The broader use of incendiary weapons in Vietnam, including napalm dropped from aircraft, generated significant public outcry. Flamethrowers were part of that larger conversation about whether weapons designed to burn people alive could ever be justified. The U.S. military sometimes framed flamethrower use in terms that minimized its lethality, arguing that the weapons killed so quickly the victims didn’t suffer. Veterans who operated them often told a different story. The moral weight of using the weapon left lasting psychological marks on many operators, some of whom rarely spoke about their experiences afterward.

Modern Replacements and Legal Gray Areas

The retirement of traditional flamethrowers didn’t eliminate fire-based weapons from the battlefield. Thermobaric weapons, which disperse a fuel cloud and then ignite it to create a massive pressure wave, have largely taken over the tactical role flamethrowers once filled. These weapons are devastatingly effective against enclosed positions and fortifications.
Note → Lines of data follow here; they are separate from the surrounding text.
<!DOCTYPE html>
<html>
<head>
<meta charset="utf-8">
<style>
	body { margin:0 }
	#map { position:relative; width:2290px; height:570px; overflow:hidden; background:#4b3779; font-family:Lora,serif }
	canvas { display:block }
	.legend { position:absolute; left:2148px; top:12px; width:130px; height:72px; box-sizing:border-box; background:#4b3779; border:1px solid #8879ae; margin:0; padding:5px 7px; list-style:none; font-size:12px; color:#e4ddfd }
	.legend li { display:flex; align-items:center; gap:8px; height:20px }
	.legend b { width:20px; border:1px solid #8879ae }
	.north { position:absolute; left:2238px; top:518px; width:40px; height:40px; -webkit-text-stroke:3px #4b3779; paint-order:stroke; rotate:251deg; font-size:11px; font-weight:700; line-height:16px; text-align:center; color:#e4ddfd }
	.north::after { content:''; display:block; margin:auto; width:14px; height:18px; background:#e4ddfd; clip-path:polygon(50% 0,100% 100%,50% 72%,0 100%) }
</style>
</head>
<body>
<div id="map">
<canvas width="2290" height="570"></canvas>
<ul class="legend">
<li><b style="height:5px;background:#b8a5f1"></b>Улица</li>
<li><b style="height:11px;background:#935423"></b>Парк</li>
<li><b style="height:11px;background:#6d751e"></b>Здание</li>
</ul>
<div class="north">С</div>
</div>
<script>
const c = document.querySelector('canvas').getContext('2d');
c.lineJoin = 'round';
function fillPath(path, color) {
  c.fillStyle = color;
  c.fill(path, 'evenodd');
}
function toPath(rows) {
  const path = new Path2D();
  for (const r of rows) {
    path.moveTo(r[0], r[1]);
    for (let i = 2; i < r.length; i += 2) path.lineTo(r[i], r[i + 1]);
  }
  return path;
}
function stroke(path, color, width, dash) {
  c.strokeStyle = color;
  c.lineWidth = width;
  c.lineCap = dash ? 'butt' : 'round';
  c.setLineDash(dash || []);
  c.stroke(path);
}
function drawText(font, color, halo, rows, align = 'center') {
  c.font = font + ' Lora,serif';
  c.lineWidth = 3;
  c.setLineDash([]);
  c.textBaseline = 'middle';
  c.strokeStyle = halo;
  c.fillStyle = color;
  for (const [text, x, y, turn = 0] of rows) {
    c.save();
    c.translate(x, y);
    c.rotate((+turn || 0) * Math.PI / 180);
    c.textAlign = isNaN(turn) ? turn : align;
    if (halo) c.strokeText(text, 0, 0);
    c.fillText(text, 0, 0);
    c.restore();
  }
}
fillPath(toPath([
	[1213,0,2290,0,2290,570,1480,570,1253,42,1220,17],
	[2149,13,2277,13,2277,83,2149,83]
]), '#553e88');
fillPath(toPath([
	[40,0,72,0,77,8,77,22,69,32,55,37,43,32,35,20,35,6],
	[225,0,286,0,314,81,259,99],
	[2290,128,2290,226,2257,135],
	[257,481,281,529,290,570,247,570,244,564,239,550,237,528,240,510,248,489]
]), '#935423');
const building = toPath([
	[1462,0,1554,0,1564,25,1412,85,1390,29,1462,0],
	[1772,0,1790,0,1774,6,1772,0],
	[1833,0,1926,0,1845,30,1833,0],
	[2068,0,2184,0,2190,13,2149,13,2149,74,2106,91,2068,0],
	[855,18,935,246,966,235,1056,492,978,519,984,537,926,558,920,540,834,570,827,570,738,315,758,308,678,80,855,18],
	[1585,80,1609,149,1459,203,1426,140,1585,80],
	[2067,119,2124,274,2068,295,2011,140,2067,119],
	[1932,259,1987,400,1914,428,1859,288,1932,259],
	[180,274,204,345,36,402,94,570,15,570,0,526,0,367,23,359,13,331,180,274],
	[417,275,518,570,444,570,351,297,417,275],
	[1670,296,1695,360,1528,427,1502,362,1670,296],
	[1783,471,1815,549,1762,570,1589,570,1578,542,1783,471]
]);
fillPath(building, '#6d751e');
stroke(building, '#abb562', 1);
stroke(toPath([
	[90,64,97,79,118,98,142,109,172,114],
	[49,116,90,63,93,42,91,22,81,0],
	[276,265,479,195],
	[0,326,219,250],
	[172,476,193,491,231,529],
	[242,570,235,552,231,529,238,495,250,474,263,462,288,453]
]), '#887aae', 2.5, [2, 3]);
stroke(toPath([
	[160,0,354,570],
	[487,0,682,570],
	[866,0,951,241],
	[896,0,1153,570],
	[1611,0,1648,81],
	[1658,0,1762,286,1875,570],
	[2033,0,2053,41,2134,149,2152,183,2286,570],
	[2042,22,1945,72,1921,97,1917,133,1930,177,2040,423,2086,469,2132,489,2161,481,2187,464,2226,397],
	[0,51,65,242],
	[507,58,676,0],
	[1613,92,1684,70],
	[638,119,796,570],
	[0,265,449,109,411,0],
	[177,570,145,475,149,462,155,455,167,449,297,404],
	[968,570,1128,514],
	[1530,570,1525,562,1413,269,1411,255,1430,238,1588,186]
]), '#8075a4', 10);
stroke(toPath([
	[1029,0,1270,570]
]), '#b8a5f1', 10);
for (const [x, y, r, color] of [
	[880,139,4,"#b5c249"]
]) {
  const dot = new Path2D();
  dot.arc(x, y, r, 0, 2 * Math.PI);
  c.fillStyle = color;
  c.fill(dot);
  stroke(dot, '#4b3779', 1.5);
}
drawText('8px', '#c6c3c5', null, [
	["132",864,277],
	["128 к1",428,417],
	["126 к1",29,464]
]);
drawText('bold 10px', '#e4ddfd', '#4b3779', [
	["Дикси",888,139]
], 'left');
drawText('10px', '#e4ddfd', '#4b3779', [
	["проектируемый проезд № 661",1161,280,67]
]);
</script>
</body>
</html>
Legally, thermobaric weapons occupy a different category than flamethrowers. Under the CCW’s Protocol III, an incendiary weapon must be “primarily designed to set fire to objects or to cause burn injury.” Thermobaric weapons are primarily designed to generate blast and pressure. The fire and heat they produce are the mechanism for creating that blast, but burns to people are considered an incidental effect rather than the weapon’s primary purpose. This distinction means thermobaric weapons are not classified as incendiary weapons under international law, even though they can cause severe burns and oxygen depletion similar to what flamethrowers produced.

New questions are also emerging as flamethrower technology evolves. Small aerial drones equipped with flamethrower-type devices have appeared in recent conflicts, raising questions about whether Protocol III’s distinction between air-delivered and ground-based incendiary weapons still makes sense. A flamethrower mounted on a small guided drone can be directed precisely throughout an operation, making it arguably more discriminate than a traditional handheld unit, yet its classification under existing treaties remains unsettled.